TEGUCIGALPA, Honduras — A series of makeshift memorials on the road around the rugged airport give morbid clues to the bloodshed that shook this city Sunday.
Close to the fence shielding the runways is a wooden crucifix and portrait of Jesus above a huge patch of dry red blood on the concrete.
Ten yards away, a circle surrounds a chunk of skull the size of an apple.
Two more yards ahead, lays a golden M16 bullet, that had fired straight through the head of the 19-year-old victim, hurling part of his cranium more than 30 feet from his body.
The shooting at protesters by soldiers that killed at least one, marks a bloody turn in the Honduras putsch that has polarized this poor Central American nation and sparked international condemnation.
For the first week since soldiers flew elected leftist President Manuel Zelaya out of the country at gunpoint, the power shift could be accurately termed a “bloodless coup.”
But when Zelaya attempted to fly back into the country in a small jet, troops shot live ammunition into the crowd to keep control of the airport so they could stop the ousted president landing.
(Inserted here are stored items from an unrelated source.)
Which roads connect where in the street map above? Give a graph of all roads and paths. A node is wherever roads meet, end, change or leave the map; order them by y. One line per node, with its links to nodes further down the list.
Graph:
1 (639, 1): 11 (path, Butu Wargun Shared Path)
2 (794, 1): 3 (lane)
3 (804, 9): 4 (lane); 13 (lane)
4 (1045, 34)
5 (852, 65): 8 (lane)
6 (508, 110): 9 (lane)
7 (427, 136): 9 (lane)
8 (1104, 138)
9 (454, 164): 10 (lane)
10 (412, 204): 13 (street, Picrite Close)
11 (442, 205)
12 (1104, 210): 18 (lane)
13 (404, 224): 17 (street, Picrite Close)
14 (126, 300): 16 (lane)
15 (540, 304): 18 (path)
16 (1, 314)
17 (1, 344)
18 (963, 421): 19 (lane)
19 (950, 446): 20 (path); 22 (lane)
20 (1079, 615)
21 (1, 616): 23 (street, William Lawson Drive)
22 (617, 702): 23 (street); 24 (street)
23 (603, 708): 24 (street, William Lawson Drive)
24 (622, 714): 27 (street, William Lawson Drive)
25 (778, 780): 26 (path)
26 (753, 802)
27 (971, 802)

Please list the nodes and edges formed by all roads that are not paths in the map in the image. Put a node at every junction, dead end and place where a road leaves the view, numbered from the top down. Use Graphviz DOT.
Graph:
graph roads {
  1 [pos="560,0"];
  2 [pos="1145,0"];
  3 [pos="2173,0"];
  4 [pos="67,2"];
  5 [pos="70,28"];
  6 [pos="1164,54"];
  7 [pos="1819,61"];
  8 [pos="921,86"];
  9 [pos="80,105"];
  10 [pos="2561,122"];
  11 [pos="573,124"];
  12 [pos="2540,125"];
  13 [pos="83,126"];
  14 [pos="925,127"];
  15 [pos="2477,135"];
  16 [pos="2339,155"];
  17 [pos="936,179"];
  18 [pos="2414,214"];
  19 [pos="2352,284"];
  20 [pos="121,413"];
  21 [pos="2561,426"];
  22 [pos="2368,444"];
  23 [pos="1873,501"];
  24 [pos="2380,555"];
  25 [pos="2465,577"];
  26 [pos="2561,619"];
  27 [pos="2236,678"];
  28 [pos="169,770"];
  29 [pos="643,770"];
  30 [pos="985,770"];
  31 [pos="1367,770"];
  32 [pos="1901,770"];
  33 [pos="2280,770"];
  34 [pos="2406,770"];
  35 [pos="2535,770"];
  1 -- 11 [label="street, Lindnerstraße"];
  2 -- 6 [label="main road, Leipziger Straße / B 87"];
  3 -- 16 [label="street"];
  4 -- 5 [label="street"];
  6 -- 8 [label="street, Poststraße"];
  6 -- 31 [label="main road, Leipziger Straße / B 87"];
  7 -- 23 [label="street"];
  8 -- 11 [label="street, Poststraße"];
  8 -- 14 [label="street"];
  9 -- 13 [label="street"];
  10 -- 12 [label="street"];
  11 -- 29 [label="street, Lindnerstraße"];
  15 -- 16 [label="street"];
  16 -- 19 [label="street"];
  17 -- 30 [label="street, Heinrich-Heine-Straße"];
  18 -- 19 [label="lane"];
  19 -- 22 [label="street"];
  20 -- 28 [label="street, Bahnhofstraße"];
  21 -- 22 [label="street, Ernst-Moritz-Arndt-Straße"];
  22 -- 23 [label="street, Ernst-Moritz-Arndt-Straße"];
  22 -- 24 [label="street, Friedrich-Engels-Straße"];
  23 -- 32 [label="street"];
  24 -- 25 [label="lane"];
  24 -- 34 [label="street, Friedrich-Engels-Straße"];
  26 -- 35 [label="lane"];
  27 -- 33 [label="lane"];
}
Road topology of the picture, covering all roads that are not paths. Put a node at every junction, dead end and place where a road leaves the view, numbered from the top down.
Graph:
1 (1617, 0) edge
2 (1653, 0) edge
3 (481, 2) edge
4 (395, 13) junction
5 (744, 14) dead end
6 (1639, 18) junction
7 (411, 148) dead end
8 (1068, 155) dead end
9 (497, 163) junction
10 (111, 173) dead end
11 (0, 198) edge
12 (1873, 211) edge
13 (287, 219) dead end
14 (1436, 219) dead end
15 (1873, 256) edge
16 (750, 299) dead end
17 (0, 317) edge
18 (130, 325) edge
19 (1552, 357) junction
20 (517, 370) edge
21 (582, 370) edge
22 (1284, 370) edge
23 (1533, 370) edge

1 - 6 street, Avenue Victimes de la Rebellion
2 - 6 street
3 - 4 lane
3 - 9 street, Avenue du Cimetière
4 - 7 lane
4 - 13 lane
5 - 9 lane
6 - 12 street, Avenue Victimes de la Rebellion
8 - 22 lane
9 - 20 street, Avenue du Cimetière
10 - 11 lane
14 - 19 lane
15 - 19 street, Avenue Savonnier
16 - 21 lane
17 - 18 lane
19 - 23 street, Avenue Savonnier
Such use of troops against protesters — a tactic that has not been seen in this sweltering republic since the bad old days of the Cold War — raises fears the dispute over the presidency could give way to a drawn out and violent conflict.
“The soldiers shot at peaceful protesters without regard for human life,” said teacher and protest leader Luis Sosa, standing with a shaken crowd after the barrage of gunfire. “This shows that the regime of coup leaders has taken a violent and authoritarian direction.”
The de facto government blames the ousted president and his determination to return to his homeland for the confrontation.
Interim President Roberto Micheletti had announced earlier Sunday that Zelaya, who planned to fly in with the presidents of Paraguay, Argentina and Ecuador, would not be given permission to land and the other heads of state were not welcome.
“No other president is going to come here in this impetuous form,” he said. “We have our sovereign borders.”
But Zelaya called the bluff of his nemesis and brashly zoomed into Honduran airspace.
Tens of thousands of his supporters had massed to welcome him at the airport, in the biggest show of his strength since he was forced out of power a week earlier.